Helen Clark can flap her lips and point her finger at what other parties might or might not have done at the last election, and ones before that, but the fact remains that her party was told by the Auditor-General that parliamentary money was not to be used for electioneering - and went ahead and did it, anyway.
Field can insist until his dying breath that he hasn't broken the law but the fact remains that he has indulged in behaviour utterly unbecoming of a member of Parliament, irrespective of whether what he has done is legal or illegal by the letter of the law.
He, Mr Harawira and Dr Sharples can do their damnedest to justify their backhanders under the respective cultural titles of "lofa" and "koha" but their arguments are unsupportable.

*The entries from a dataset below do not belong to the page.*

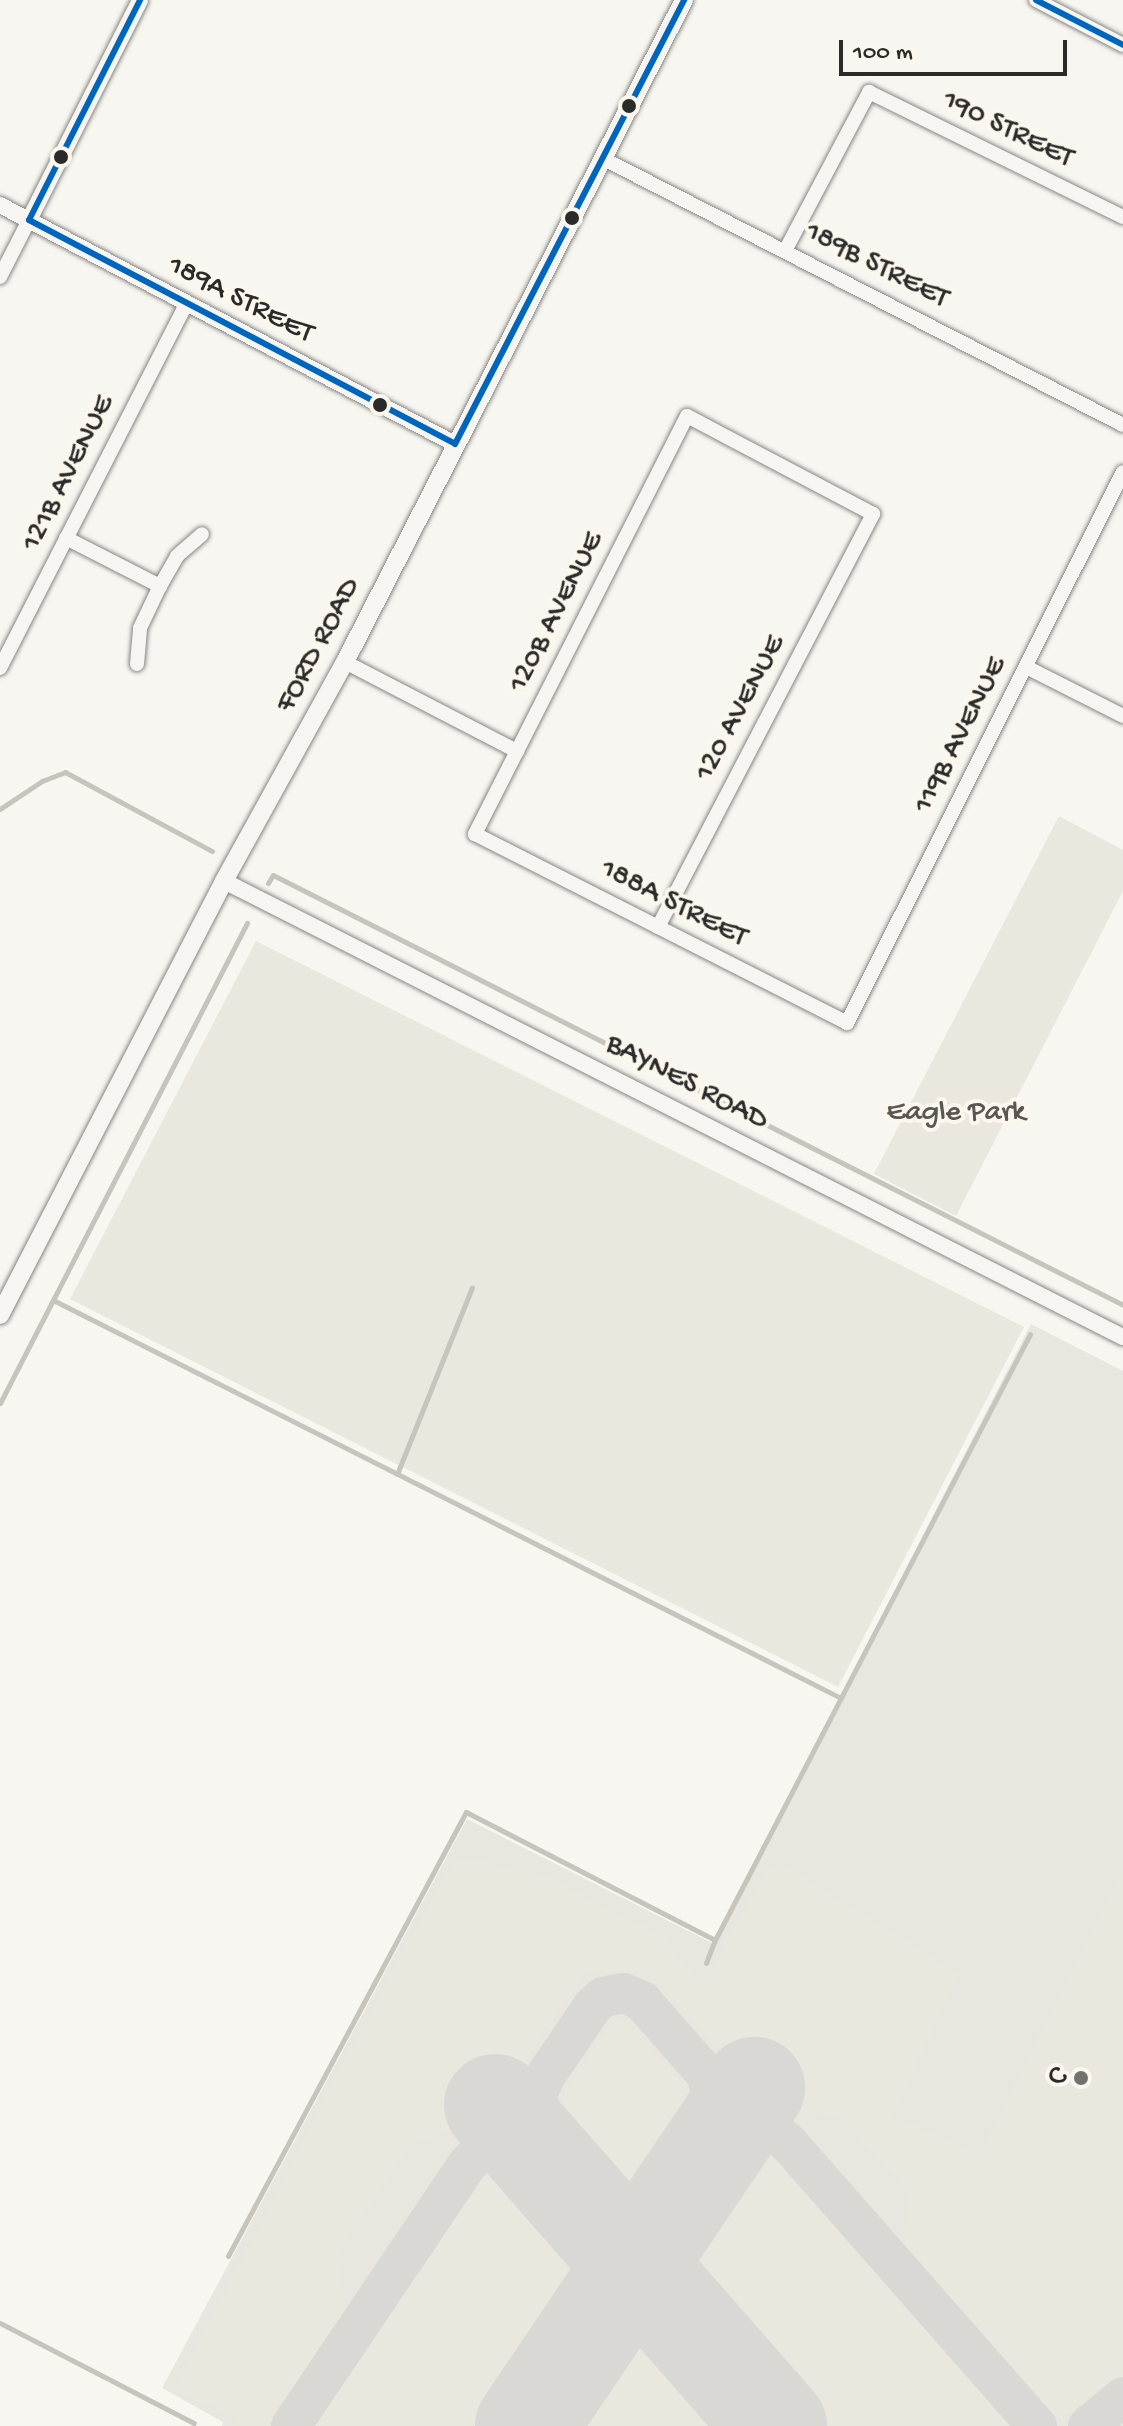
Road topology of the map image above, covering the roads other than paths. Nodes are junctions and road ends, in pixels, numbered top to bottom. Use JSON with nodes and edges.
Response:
{"nodes":[{"id":1,"x":140,"y":0,"type":"edge"},
{"id":2,"x":1036,"y":0,"type":"edge"},
{"id":3,"x":678,"y":2,"type":"edge"},
{"id":4,"x":1123,"y":45,"type":"edge"},
{"id":5,"x":602,"y":158,"type":"junction"},
{"id":6,"x":0,"y":205,"type":"edge"},
{"id":7,"x":1123,"y":217,"type":"edge"},
{"id":8,"x":29,"y":220,"type":"junction"},
{"id":9,"x":786,"y":249,"type":"junction"},
{"id":10,"x":0,"y":277,"type":"edge"},
{"id":11,"x":186,"y":305,"type":"junction"},
{"id":12,"x":687,"y":416,"type":"joint"},
{"id":13,"x":1123,"y":425,"type":"edge"},
{"id":14,"x":455,"y":444,"type":"junction"},
{"id":15,"x":1123,"y":472,"type":"edge"},
{"id":16,"x":202,"y":534,"type":"dead end"},
{"id":17,"x":66,"y":538,"type":"junction"},
{"id":18,"x":160,"y":586,"type":"junction"},
{"id":19,"x":345,"y":662,"type":"junction"},
{"id":20,"x":137,"y":664,"type":"dead end"},
{"id":21,"x":1026,"y":667,"type":"junction"},
{"id":22,"x":0,"y":668,"type":"edge"},
{"id":23,"x":1123,"y":716,"type":"edge"},
{"id":24,"x":517,"y":751,"type":"junction"},
{"id":25,"x":475,"y":834,"type":"joint"},
{"id":26,"x":224,"y":881,"type":"junction"},
{"id":27,"x":658,"y":927,"type":"junction"},
{"id":28,"x":847,"y":1023,"type":"joint"},
{"id":29,"x":0,"y":1315,"type":"edge"},
{"id":30,"x":1123,"y":1337,"type":"edge"}],
"edges":[{"from":1,"to":8,"type":"street"},
{"from":2,"to":4,"type":"street"},
{"from":3,"to":5,"type":"main road","name":"FORD ROAD"},
{"from":5,"to":9,"type":"street","name":"189B STREET"},
{"from":5,"to":14,"type":"main road","name":"FORD ROAD"},
{"from":6,"to":8,"type":"street","name":"189A STREET"},
{"from":7,"to":9,"type":"street","name":"190 STREET"},
{"from":8,"to":10,"type":"street"},
{"from":8,"to":11,"type":"street","name":"189A STREET"},
{"from":9,"to":13,"type":"street","name":"189B STREET"},
{"from":11,"to":14,"type":"street","name":"189A STREET"},
{"from":11,"to":17,"type":"street","name":"121B AVENUE"},
{"from":12,"to":24,"type":"street","name":"120B AVENUE"},
{"from":12,"to":27,"type":"street","name":"120 AVENUE"},
{"from":14,"to":19,"type":"main road","name":"FORD ROAD"},
{"from":15,"to":21,"type":"street","name":"119B AVENUE"},
{"from":16,"to":18,"type":"street"},
{"from":17,"to":18,"type":"street"},
{"from":17,"to":22,"type":"street","name":"121B AVENUE"},
{"from":18,"to":20,"type":"street"},
{"from":19,"to":24,"type":"street"},
{"from":19,"to":26,"type":"main road","name":"FORD ROAD"},
{"from":21,"to":23,"type":"street"},
{"from":21,"to":28,"type":"street","name":"119B AVENUE"},
{"from":24,"to":25,"type":"street","name":"120B AVENUE"},
{"from":25,"to":27,"type":"street","name":"188A STREET"},
{"from":26,"to":29,"type":"main road","name":"FORD ROAD"},
{"from":26,"to":30,"type":"street","name":"BAYNES ROAD"},
{"from":27,"to":28,"type":"street","name":"188A STREET"}]}
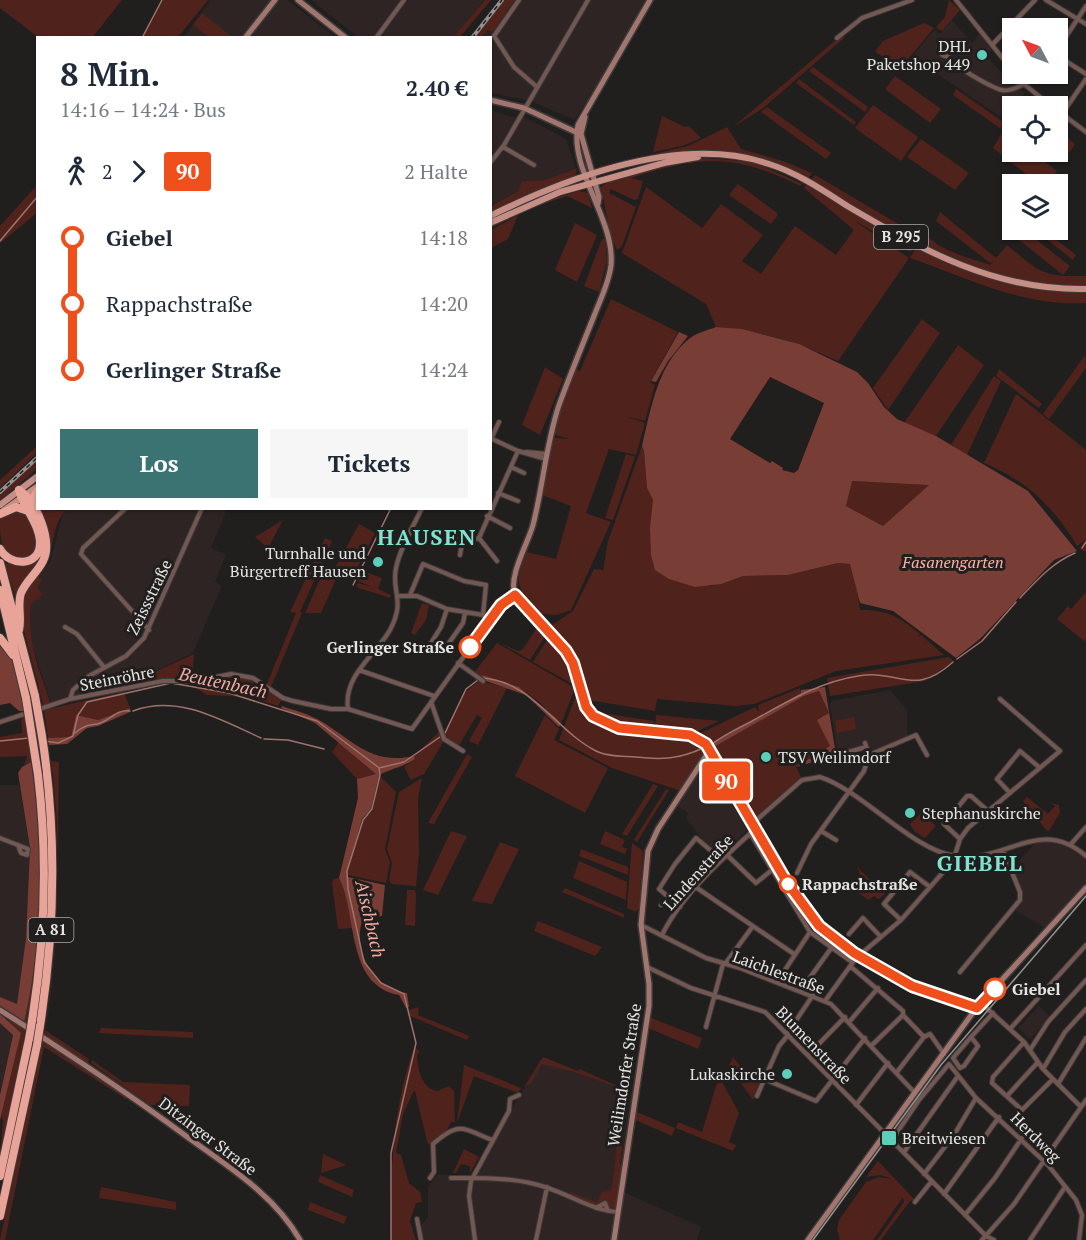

As private citizens and men of standing in their cultural communities they were entitled to receive lofa and koha. But the moment they became members of Parliament they lost the right to that courtesy, and contributions from constituents became graft.
The Pacific Island and Maori cultural arguments don't wash. Parliament has a separate culture, based also on centuries of tradition, and in that culture the receipt of monetary gifts by elected representatives of the people is beneath contempt.
I can only hope that in the cases of Mr Harawira and Dr Sharples, both new to Parliament, their defence of continuing to receive koha is simply an error arising from their unfamiliarity with the political culture in which they find themselves.
Apart from Mr Harawira's obsession with smoking (or, rather, not smoking) they are a useful addition to Parliament and, once they learn the ropes, no doubt have a contribution to make.
For Mr Field there can be no such excuse. He has been around long enough to know better.
But all these shenanigans are but symptoms - or manifestations if you like - of a much deeper malaise afflicting the body politic, and that is the mixed member proportional representation system into which we were conned by cunning politicians in the early 1990s.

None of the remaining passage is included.